Both the manga and anime have also enjoyed considerable success in the European market. The manga was released in Italy in the late 1990s under the title Una ragazza alla moda (A Fashionable Girl). The anime was successful on Italian TV in 1986 under the title Mademoiselle Anne, and a French dub of the series, Marc et Marie, aired on French TV in 1995. The anime has also been dubbed into Arabic, under the title Beno (the Arabic name for Benio). Nippon Animation's official English title for the anime is Smart-san.

Two-part anime film adaptations have been announced with the first film being released in Japan on November 11, 2017, while the second film on October 19, 2018, covering the latter story of the original manga series, which was not told in the 42-episode anime television series in 1978–1979. Eleven Arts has released the first film in theaters in the U.S. and Canada and on Blu-ray in partnership with Right Stuf. The second film has also been licensed by Eleven Arts.

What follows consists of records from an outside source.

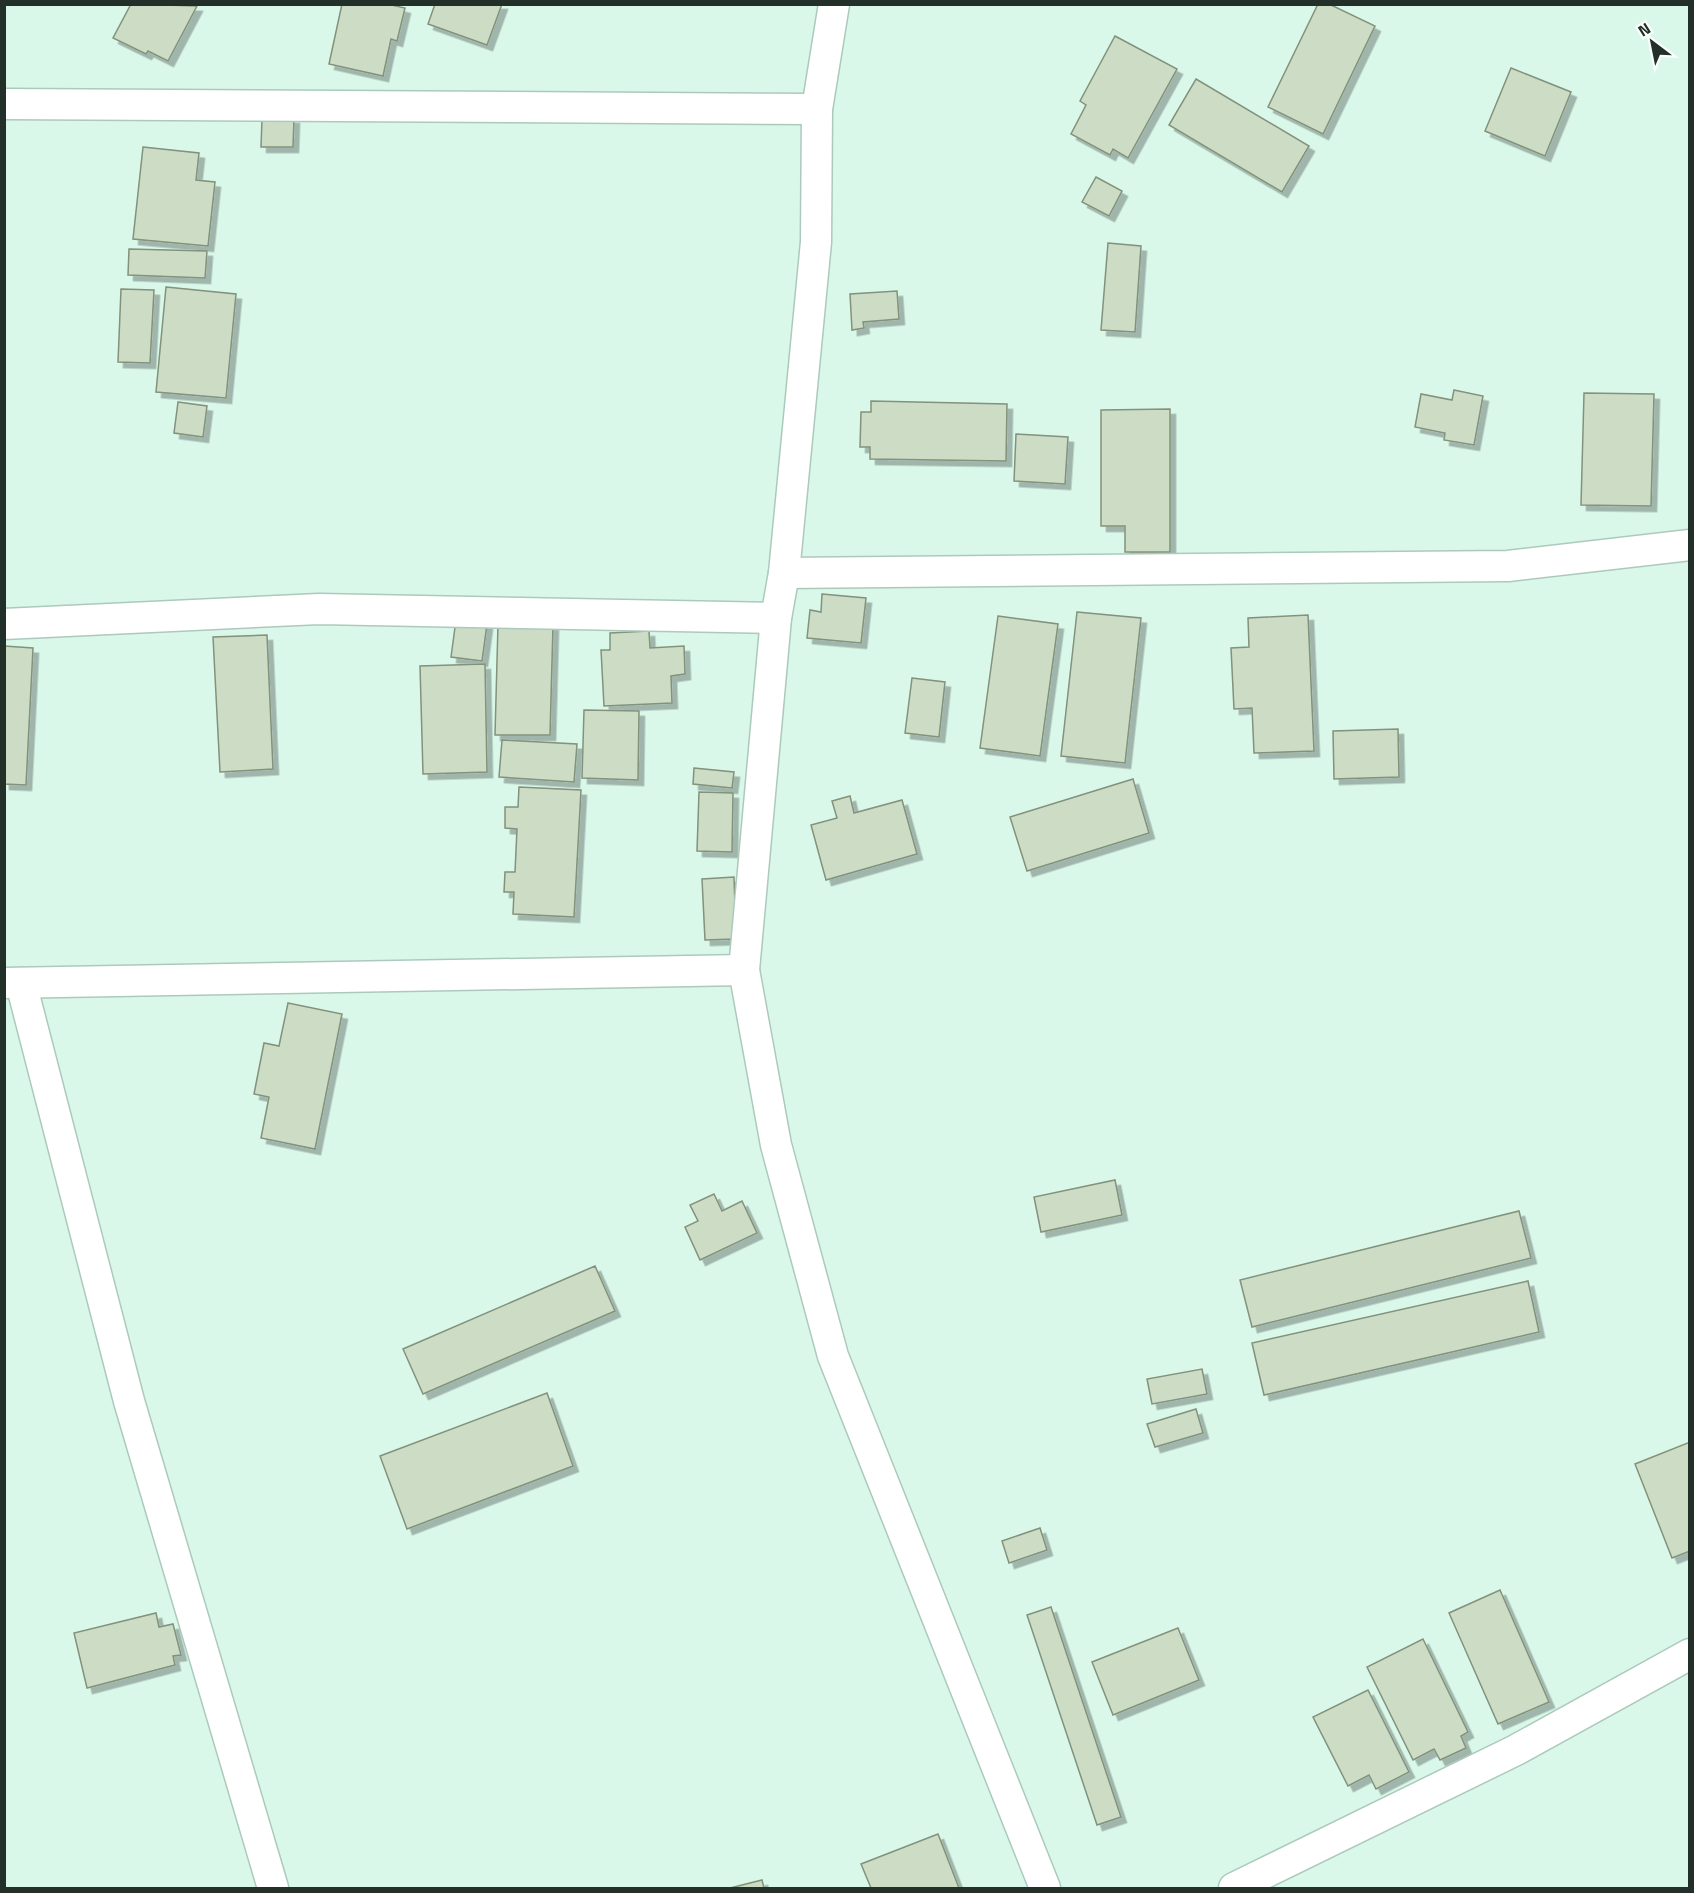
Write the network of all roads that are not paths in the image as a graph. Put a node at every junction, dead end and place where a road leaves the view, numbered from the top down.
1 (834, 4) edge
2 (4, 104) edge
3 (817, 109) junction
4 (1689, 545) edge
5 (784, 573) junction
6 (776, 618) junction
7 (4, 624) edge
8 (744, 970) junction
9 (13, 983) edge
10 (1689, 1654) edge
11 (273, 1888) edge
12 (1045, 1888) edge
13 (1234, 1888) edge

1 - 3 street
2 - 3 street
3 - 5 street
4 - 5 street
5 - 6 street
6 - 7 street
6 - 8 street
8 - 9 street
8 - 12 street
9 - 11 street
10 - 13 street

==1978–1979 anime television series==
- Director: Kazuyoshi Yokota
- Script: Nizo Takahashi
- Storyboards: Hiroshi Yoshida, Teppei Matsuura
- Music: Masuhiro Yamaguchi
- Original Story: Waki Yamato
- Character Design: Tsutomu Shibayama
- Animation Directors: Eiji Kawakita, Eiji Tanaka, Takashi Saijo, Tatsuhiro Nagaki, Yoshiyuki Kishi
- Background Art: Kazu Setouchi, Takafumi Kase
- Executive Producer: Koichi Motohashi
- Theme Songs: OP - Haikara-san ga Tōru, ED - Gokigen Ikaga? Benio desu, performed by Shosuke Sekita

The theme song for the late 1980s movie was performed by Yoko Minamino; it is a different song from that used in the anime series.

==2017–2018 anime films==

===Staff===
- Director: Kazuhiro Furuhashi (first film), Seimei Kidokoro (second film)
- Script: Kazuhiro Furuhashi
- Original Story: Waki Yamato
- Character Designer: Terumi Nishii
- Background Designer, Art Director: Kentaro Akiyama
- Color Designer: Kunio Tsujita
- Photography: Takeo Ogiwara (Graphinica)
- Sound Director: Kazuhiro Wakabayashi
- Music: Michiru Oshima
- Animation Production: Nippon Animation

===Cast===

| Character | Japanese | English |
|---|---|---|
| Shinobu Ijuin | Mamoru Miyano | Robbie Daymond |
| Tosei Aoe | Takahiro Sakurai | Keith Silverstein |
| Major Hanamura | Unshō Ishizuka | Bill Rogers |
| Shingo Onijima | Kazuya Nakai | Kirk Thornton |
| Tamaki Kitaoji | Asami Seto | Cristina Vee |
| Benio Hanamura | Saori Hayami | Mimi Torres |
| Ranmaru Fujieda | Yuuki Kaji | Shannon McKain |
| Kichiji | Shizuka Ito | ? |
| Larissa | Maaya Sakamoto | ? |

Saori Hayami performed the theme song "Yume no Hate Made" (夢の果てまで, lit. 'Until the End of the Dream'). Mariya Takeuchi composed the theme song and also wrote the lyrics, with arrangement by Takeshi Masuda. Hayami also performed the theme song for the second film, "Atarashii Ashita" (新しい朝(あした), lit. 'New Tomorrow'), also composed by Takeuchi.

==Takarazuka Revue==
Naoko Koyanagi adapted the story for musical theatre for the all-female Takarazuka Revue. She directed the Flower Troupe in performances in October 2017 and July to November 2020. In both performances, Rei Yuzuka was cast as Shinobu Ijuin and Yuuki Hana was cast as the title role, Benio Hanamura. The 2020 performance was Rei Yuzuka's Grand Theater debut as top star of the Flower Troupe; while it was originally scheduled for March 2020, it was delayed and rescheduled due to government COVID-19 restrictions.